▸ **Exercise description**:
What is needed is a verbatim copy of each record below.

(Saved data entries)
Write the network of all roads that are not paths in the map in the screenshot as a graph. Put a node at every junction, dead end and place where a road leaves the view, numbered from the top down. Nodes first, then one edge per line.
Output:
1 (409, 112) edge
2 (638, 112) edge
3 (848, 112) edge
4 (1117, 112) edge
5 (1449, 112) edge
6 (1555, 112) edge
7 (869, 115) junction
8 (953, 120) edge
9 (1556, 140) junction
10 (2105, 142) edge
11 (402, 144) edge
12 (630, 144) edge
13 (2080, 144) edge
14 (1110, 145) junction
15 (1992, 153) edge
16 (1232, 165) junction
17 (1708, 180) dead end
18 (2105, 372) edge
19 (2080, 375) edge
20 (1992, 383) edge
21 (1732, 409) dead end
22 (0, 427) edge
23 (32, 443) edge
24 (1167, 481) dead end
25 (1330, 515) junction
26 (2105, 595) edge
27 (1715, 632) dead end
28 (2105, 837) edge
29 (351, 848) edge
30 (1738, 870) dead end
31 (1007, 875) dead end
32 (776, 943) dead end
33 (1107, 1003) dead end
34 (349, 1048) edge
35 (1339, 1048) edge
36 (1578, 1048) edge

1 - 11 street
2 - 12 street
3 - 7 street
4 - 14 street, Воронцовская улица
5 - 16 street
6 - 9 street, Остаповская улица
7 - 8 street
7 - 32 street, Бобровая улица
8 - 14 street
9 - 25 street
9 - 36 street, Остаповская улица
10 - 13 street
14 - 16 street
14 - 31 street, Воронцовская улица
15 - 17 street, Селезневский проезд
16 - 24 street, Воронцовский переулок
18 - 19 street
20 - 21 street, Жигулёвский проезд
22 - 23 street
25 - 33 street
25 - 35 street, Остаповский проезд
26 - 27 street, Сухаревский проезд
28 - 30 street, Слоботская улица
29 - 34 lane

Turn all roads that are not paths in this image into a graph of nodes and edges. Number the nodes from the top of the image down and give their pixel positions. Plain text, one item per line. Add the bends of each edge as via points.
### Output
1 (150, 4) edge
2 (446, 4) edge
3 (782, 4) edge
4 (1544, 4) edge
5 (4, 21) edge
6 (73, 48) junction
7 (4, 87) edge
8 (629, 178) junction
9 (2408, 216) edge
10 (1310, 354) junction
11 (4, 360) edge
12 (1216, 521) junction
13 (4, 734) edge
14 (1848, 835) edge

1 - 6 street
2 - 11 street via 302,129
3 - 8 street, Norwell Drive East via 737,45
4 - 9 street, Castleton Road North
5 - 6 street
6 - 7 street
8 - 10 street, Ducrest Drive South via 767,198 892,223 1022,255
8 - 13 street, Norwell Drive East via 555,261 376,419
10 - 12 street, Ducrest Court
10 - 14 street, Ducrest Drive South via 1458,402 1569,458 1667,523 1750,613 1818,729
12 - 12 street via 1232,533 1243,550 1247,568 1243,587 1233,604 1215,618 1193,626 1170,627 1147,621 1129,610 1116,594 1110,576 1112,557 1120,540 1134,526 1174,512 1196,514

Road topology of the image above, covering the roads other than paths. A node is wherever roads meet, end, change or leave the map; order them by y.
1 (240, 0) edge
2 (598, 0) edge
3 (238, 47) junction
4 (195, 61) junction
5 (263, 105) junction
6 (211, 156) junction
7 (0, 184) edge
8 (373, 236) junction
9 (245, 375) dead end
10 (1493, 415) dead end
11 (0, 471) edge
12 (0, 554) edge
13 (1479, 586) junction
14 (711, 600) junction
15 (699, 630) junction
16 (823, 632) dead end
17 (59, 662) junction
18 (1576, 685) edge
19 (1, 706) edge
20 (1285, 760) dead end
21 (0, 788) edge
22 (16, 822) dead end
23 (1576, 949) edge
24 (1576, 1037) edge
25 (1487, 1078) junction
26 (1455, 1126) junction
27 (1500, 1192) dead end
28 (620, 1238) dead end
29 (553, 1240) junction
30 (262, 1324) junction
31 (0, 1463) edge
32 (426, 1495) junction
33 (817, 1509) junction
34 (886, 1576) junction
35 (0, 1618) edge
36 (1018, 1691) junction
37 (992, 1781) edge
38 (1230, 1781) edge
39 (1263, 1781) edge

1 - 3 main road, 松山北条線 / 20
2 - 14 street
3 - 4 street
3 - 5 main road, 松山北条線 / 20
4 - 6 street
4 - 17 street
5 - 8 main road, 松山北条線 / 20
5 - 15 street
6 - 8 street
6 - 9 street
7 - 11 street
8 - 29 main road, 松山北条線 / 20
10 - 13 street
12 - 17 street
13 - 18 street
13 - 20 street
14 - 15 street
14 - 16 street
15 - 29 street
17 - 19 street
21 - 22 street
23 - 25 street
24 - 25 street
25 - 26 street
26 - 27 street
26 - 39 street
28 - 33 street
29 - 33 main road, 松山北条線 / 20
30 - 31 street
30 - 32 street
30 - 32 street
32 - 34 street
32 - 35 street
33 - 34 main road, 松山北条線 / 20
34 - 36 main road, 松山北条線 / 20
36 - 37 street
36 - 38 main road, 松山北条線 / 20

▸ **Task output**:
Write the network of all roads that are not paths in the map in the screenshot as a graph. Put a node at every junction, dead end and place where a road leaves the view, numbered from the top down. Nodes first, then one edge per line.
Output:
1 (409, 112) edge
2 (638, 112) edge
3 (848, 112) edge
4 (1117, 112) edge
5 (1449, 112) edge
6 (1555, 112) edge
7 (869, 115) junction
8 (953, 120) edge
9 (1556, 140) junction
10 (2105, 142) edge
11 (402, 144) edge
12 (630, 144) edge
13 (2080, 144) edge
14 (1110, 145) junction
15 (1992, 153) edge
16 (1232, 165) junction
17 (1708, 180) dead end
18 (2105, 372) edge
19 (2080, 375) edge
20 (1992, 383) edge
21 (1732, 409) dead end
22 (0, 427) edge
23 (32, 443) edge
24 (1167, 481) dead end
25 (1330, 515) junction
26 (2105, 595) edge
27 (1715, 632) dead end
28 (2105, 837) edge
29 (351, 848) edge
30 (1738, 870) dead end
31 (1007, 875) dead end
32 (776, 943) dead end
33 (1107, 1003) dead end
34 (349, 1048) edge
35 (1339, 1048) edge
36 (1578, 1048) edge

1 - 11 street
2 - 12 street
3 - 7 street
4 - 14 street, Воронцовская улица
5 - 16 street
6 - 9 street, Остаповская улица
7 - 8 street
7 - 32 street, Бобровая улица
8 - 14 street
9 - 25 street
9 - 36 street, Остаповская улица
10 - 13 street
14 - 16 street
14 - 31 street, Воронцовская улица
15 - 17 street, Селезневский проезд
16 - 24 street, Воронцовский переулок
18 - 19 street
20 - 21 street, Жигулёвский проезд
22 - 23 street
25 - 33 street
25 - 35 street, Остаповский проезд
26 - 27 street, Сухаревский проезд
28 - 30 street, Слоботская улица
29 - 34 lane

Turn all roads that are not paths in this image into a graph of nodes and edges. Number the nodes from the top of the image down and give their pixel positions. Plain text, one item per line. Add the bends of each edge as via points.
### Output
1 (150, 4) edge
2 (446, 4) edge
3 (782, 4) edge
4 (1544, 4) edge
5 (4, 21) edge
6 (73, 48) junction
7 (4, 87) edge
8 (629, 178) junction
9 (2408, 216) edge
10 (1310, 354) junction
11 (4, 360) edge
12 (1216, 521) junction
13 (4, 734) edge
14 (1848, 835) edge

1 - 6 street
2 - 11 street via 302,129
3 - 8 street, Norwell Drive East via 737,45
4 - 9 street, Castleton Road North
5 - 6 street
6 - 7 street
8 - 10 street, Ducrest Drive South via 767,198 892,223 1022,255
8 - 13 street, Norwell Drive East via 555,261 376,419
10 - 12 street, Ducrest Court
10 - 14 street, Ducrest Drive South via 1458,402 1569,458 1667,523 1750,613 1818,729
12 - 12 street via 1232,533 1243,550 1247,568 1243,587 1233,604 1215,618 1193,626 1170,627 1147,621 1129,610 1116,594 1110,576 1112,557 1120,540 1134,526 1174,512 1196,514

Road topology of the image above, covering the roads other than paths. A node is wherever roads meet, end, change or leave the map; order them by y.
1 (240, 0) edge
2 (598, 0) edge
3 (238, 47) junction
4 (195, 61) junction
5 (263, 105) junction
6 (211, 156) junction
7 (0, 184) edge
8 (373, 236) junction
9 (245, 375) dead end
10 (1493, 415) dead end
11 (0, 471) edge
12 (0, 554) edge
13 (1479, 586) junction
14 (711, 600) junction
15 (699, 630) junction
16 (823, 632) dead end
17 (59, 662) junction
18 (1576, 685) edge
19 (1, 706) edge
20 (1285, 760) dead end
21 (0, 788) edge
22 (16, 822) dead end
23 (1576, 949) edge
24 (1576, 1037) edge
25 (1487, 1078) junction
26 (1455, 1126) junction
27 (1500, 1192) dead end
28 (620, 1238) dead end
29 (553, 1240) junction
30 (262, 1324) junction
31 (0, 1463) edge
32 (426, 1495) junction
33 (817, 1509) junction
34 (886, 1576) junction
35 (0, 1618) edge
36 (1018, 1691) junction
37 (992, 1781) edge
38 (1230, 1781) edge
39 (1263, 1781) edge

1 - 3 main road, 松山北条線 / 20
2 - 14 street
3 - 4 street
3 - 5 main road, 松山北条線 / 20
4 - 6 street
4 - 17 street
5 - 8 main road, 松山北条線 / 20
5 - 15 street
6 - 8 street
6 - 9 street
7 - 11 street
8 - 29 main road, 松山北条線 / 20
10 - 13 street
12 - 17 street
13 - 18 street
13 - 20 street
14 - 15 street
14 - 16 street
15 - 29 street
17 - 19 street
21 - 22 street
23 - 25 street
24 - 25 street
25 - 26 street
26 - 27 street
26 - 39 street
28 - 33 street
29 - 33 main road, 松山北条線 / 20
30 - 31 street
30 - 32 street
30 - 32 street
32 - 34 street
32 - 35 street
33 - 34 main road, 松山北条線 / 20
34 - 36 main road, 松山北条線 / 20
36 - 37 street
36 - 38 main road, 松山北条線 / 20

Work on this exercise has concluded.